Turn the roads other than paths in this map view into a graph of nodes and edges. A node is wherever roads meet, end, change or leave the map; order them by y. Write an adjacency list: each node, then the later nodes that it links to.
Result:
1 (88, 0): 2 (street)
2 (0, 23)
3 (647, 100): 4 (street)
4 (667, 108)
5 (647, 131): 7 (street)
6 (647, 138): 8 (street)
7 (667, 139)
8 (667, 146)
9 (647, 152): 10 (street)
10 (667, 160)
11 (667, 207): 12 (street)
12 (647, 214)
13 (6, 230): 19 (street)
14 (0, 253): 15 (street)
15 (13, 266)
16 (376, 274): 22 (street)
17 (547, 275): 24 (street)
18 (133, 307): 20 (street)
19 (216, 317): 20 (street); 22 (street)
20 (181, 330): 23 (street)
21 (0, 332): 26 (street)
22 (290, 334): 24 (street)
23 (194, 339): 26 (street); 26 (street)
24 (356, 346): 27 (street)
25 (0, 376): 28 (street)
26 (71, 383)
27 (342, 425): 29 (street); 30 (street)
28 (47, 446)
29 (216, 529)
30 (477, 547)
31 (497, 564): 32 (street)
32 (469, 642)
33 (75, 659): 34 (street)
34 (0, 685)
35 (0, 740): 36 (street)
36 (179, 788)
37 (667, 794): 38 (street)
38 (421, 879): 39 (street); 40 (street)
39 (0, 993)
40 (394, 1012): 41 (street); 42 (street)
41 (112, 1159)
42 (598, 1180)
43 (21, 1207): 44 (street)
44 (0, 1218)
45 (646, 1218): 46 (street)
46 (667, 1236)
^^^^^^^^^^^^^^^^
→ Task to complete: All of the material should be set down exactly as it reads.

→ Output of the exercise:
Turn the roads other than paths in this map view into a graph of nodes and edges. A node is wherever roads meet, end, change or leave the map; order them by y. Write an adjacency list: each node, then the later nodes that it links to.
Result:
1 (88, 0): 2 (street)
2 (0, 23)
3 (647, 100): 4 (street)
4 (667, 108)
5 (647, 131): 7 (street)
6 (647, 138): 8 (street)
7 (667, 139)
8 (667, 146)
9 (647, 152): 10 (street)
10 (667, 160)
11 (667, 207): 12 (street)
12 (647, 214)
13 (6, 230): 19 (street)
14 (0, 253): 15 (street)
15 (13, 266)
16 (376, 274): 22 (street)
17 (547, 275): 24 (street)
18 (133, 307): 20 (street)
19 (216, 317): 20 (street); 22 (street)
20 (181, 330): 23 (street)
21 (0, 332): 26 (street)
22 (290, 334): 24 (street)
23 (194, 339): 26 (street); 26 (street)
24 (356, 346): 27 (street)
25 (0, 376): 28 (street)
26 (71, 383)
27 (342, 425): 29 (street); 30 (street)
28 (47, 446)
29 (216, 529)
30 (477, 547)
31 (497, 564): 32 (street)
32 (469, 642)
33 (75, 659): 34 (street)
34 (0, 685)
35 (0, 740): 36 (street)
36 (179, 788)
37 (667, 794): 38 (street)
38 (421, 879): 39 (street); 40 (street)
39 (0, 993)
40 (394, 1012): 41 (street); 42 (street)
41 (112, 1159)
42 (598, 1180)
43 (21, 1207): 44 (street)
44 (0, 1218)
45 (646, 1218): 46 (street)
46 (667, 1236)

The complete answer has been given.